Scrolling through trading Twitter or Instagram will make you feel like you are the only person losing money. Everyone else seems to be crushing it. Five figure days. Consistent green weeks. Perfect entries and exits. Meanwhile, you are fighting to stay above breakeven and wondering what you are doing wrong.
Here is what nobody tells you. Comparison is not just discouraging. It actively destroys your trading progress. Every minute you spend comparing yourself to other traders is time stolen from building your own skills. Every time you feel inadequate because someone else’s results look better, you make decisions that sabotage your development.
Your trading journey is unique to you. Trying to match someone else’s pace or results is like trying to wear shoes that do not fit. It is uncomfortable, it slows you down, and eventually it will hurt you. Let me show you why comparison kills progress and what to focus on instead.
The Social Media Trading Trap
Everyone posts wins, but nobody posts the losses. That trader showing off a $3,000 day is not going to post about the $1,500 they lost yesterday and the $800 they lost the day before. You are seeing the highlight reel, not the full picture. They might actually be down for the week, but all you see is that one big win.
You are comparing your reality to someone else’s highlight reel. You know every mistake you made today. You felt every loss. But when you look at other traders online, you only see their curated success. That comparison is not fair to you because the playing field is not level.

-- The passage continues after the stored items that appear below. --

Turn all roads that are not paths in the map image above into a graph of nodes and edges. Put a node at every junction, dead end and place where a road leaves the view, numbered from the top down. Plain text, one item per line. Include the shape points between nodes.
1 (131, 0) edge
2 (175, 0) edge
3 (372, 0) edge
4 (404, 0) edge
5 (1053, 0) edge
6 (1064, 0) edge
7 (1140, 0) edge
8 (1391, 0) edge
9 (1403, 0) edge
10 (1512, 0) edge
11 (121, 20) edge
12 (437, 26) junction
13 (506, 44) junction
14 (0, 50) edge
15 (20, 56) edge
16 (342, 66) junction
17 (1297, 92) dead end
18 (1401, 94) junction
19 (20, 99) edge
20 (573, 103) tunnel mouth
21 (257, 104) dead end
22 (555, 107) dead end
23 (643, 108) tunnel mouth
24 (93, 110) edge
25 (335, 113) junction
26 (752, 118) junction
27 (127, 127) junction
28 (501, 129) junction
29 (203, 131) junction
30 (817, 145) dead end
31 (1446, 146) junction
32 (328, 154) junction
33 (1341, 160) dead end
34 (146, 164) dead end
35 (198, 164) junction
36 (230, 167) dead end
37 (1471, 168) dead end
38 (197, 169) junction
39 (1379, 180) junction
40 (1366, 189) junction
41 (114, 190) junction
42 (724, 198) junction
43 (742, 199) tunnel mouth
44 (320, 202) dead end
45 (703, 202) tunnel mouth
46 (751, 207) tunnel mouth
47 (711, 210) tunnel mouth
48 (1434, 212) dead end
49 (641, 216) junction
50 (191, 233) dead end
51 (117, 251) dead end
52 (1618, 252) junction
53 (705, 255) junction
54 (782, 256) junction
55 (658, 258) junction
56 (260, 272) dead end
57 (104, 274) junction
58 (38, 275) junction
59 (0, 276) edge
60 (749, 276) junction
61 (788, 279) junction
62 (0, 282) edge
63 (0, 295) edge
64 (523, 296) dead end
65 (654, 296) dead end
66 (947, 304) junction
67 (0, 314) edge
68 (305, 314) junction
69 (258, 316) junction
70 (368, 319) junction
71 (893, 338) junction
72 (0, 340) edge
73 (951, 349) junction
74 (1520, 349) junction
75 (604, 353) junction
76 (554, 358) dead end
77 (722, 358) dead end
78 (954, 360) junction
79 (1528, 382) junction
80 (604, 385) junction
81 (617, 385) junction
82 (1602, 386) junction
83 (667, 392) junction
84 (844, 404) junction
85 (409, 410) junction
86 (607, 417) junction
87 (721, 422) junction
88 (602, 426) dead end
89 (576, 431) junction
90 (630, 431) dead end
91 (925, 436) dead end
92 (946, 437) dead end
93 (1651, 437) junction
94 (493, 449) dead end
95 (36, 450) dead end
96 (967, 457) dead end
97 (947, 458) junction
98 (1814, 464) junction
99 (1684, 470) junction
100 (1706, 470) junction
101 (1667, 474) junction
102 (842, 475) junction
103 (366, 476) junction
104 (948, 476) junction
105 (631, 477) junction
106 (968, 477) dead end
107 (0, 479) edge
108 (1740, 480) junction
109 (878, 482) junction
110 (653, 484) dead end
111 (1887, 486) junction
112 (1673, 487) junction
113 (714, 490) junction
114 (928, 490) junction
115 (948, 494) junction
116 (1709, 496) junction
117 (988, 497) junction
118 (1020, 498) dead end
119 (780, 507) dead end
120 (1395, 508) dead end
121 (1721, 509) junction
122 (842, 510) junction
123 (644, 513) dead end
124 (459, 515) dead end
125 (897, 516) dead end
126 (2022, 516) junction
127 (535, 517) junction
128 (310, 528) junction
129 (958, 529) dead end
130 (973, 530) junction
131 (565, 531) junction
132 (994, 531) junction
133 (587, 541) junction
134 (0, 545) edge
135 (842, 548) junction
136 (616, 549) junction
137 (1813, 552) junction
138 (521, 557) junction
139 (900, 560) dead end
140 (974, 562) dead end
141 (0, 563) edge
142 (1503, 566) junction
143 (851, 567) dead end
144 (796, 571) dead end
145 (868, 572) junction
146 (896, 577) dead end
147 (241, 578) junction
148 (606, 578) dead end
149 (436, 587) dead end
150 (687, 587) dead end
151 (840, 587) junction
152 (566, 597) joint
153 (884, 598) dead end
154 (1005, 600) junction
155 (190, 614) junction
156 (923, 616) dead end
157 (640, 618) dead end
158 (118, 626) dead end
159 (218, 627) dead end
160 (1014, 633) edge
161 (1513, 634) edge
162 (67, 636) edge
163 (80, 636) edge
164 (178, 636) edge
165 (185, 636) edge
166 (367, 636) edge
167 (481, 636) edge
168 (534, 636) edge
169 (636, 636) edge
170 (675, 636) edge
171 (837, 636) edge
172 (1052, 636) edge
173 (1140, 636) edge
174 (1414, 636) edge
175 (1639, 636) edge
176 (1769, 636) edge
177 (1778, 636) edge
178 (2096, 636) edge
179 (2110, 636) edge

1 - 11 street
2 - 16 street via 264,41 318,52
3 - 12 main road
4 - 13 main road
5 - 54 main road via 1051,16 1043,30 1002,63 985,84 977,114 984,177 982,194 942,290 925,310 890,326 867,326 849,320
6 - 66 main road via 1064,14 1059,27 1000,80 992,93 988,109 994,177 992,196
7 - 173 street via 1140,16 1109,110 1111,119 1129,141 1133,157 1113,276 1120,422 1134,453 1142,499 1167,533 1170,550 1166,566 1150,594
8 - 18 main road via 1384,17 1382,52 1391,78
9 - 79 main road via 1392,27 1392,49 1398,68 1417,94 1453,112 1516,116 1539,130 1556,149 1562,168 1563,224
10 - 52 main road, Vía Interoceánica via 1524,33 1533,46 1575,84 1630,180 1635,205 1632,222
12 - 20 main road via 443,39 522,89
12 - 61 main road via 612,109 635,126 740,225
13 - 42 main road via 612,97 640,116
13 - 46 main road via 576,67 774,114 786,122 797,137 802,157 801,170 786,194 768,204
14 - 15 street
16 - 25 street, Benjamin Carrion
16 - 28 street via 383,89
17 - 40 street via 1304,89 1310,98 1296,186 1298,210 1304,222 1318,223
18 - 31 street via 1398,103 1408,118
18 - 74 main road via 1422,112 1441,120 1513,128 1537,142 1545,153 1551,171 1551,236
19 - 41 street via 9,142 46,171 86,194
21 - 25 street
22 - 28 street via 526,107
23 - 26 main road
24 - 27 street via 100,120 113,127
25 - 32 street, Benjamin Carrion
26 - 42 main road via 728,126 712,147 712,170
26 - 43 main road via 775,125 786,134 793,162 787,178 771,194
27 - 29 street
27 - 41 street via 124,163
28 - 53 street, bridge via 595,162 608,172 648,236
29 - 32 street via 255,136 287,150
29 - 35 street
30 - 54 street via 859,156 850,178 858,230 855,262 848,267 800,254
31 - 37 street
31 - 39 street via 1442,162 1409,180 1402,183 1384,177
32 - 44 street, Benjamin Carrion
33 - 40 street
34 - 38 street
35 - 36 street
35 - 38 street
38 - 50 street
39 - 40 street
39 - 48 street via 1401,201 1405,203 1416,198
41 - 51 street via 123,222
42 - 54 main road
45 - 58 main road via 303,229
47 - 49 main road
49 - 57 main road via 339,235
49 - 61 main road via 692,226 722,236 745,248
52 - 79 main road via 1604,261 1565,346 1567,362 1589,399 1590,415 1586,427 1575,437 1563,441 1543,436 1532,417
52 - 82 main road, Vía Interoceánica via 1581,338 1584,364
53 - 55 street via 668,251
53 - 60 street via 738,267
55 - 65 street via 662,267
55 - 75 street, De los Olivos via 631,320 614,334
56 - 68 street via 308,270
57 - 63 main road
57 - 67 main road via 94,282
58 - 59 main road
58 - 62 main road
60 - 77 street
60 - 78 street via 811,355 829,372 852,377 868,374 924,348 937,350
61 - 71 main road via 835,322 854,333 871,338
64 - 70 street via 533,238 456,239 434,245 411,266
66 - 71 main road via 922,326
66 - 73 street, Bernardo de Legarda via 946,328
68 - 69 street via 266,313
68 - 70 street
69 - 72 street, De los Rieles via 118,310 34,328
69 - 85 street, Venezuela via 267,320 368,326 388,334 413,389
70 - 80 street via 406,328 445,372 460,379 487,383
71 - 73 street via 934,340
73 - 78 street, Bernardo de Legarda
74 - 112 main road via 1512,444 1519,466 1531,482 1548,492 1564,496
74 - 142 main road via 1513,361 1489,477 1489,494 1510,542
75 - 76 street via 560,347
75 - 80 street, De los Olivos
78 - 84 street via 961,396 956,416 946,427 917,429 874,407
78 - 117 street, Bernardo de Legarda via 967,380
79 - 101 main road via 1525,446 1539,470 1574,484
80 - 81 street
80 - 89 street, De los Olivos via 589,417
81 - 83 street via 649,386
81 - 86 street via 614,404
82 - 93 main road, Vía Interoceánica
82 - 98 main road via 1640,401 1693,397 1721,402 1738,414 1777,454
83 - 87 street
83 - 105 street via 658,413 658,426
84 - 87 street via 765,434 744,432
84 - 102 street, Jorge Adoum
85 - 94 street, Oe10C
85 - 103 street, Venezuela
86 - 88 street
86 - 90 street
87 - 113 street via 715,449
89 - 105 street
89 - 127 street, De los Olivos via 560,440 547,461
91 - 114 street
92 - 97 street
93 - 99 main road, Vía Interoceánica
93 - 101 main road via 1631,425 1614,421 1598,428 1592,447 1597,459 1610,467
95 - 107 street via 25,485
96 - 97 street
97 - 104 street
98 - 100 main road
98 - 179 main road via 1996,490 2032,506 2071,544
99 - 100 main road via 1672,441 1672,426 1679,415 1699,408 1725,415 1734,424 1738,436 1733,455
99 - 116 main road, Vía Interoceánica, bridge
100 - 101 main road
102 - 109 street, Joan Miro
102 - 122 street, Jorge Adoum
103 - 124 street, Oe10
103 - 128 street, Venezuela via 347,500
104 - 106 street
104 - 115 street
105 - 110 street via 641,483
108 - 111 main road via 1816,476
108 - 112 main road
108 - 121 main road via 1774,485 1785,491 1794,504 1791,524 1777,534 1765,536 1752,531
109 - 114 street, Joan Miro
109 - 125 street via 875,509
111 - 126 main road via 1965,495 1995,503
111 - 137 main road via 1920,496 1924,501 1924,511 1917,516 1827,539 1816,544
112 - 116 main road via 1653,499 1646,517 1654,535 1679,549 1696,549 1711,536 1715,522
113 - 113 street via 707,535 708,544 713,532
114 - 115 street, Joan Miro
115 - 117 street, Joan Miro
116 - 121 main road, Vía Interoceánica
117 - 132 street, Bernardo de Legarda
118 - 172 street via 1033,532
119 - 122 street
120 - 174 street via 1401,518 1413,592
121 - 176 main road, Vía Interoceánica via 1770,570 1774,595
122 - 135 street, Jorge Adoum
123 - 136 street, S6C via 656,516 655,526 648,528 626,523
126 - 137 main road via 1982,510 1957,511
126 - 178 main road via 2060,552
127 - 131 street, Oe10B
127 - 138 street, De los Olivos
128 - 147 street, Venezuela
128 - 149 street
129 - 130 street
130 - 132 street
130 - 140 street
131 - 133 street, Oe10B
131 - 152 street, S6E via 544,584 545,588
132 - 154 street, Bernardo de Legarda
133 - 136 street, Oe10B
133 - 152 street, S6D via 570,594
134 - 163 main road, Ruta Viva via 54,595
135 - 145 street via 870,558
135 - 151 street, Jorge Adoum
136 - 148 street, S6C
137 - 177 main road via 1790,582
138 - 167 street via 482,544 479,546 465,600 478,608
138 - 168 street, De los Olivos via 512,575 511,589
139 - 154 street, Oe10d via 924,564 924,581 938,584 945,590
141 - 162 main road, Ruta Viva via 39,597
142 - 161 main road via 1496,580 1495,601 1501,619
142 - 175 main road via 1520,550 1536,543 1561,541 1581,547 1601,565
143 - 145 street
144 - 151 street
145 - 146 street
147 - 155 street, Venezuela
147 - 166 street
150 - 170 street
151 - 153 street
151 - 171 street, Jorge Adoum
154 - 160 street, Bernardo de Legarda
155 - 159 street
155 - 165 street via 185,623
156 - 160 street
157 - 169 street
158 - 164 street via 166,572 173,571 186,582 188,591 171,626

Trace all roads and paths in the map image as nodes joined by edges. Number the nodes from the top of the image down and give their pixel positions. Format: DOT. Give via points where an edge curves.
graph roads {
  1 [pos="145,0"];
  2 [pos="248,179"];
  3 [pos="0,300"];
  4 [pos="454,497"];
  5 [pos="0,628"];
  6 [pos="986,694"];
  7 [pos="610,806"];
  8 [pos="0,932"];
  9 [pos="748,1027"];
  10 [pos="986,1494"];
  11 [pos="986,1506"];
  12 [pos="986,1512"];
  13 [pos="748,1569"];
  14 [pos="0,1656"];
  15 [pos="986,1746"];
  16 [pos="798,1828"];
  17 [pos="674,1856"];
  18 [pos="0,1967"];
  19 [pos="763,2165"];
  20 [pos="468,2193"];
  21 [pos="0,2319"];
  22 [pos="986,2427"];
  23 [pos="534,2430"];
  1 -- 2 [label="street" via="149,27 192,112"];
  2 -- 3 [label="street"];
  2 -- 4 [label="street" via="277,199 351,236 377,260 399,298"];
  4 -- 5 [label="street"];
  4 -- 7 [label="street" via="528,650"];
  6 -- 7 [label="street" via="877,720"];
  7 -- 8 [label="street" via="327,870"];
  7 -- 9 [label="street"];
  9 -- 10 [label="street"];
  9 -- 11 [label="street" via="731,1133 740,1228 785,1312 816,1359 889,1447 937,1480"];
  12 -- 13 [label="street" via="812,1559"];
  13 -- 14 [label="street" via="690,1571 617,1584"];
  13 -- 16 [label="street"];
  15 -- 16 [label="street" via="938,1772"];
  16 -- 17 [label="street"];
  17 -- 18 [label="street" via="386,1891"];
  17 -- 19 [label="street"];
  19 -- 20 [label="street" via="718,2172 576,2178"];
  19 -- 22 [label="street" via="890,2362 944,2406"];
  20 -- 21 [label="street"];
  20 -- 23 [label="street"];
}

The survivorship bias of who you see online is massive. The traders who blew up their accounts are not posting anymore. They disappeared. The ones who quit are gone. You only see the survivors, and that makes you think success is more common than it actually is. For every trader posting wins, there are twenty who washed out and you never hear about them.
How curated success stories warp your expectations is dangerous. When you constantly see other people’s best trades, you start thinking that is normal. You expect to have those same results. Then when your reality does not match, you feel like a failure. But your reality is actually more normal than what you are seeing online.
Why Your Trading Journey Cannot Be Compared to Anyone Else’s
Different account sizes require different approaches. Someone trading with $100,000 can make different decisions than someone with $5,000. They can take more trades, hold positions longer, and handle drawdowns that would devastate a small account. Comparing your results to theirs makes no sense when you are playing completely different games.
Risk tolerance varies person to person. Some traders can handle big swings in their account and sleep fine. Others get stressed with small drawdowns. Neither approach is wrong, but they lead to different strategies and different results. Trying to trade like someone with a completely different risk tolerance will mess you up psychologically.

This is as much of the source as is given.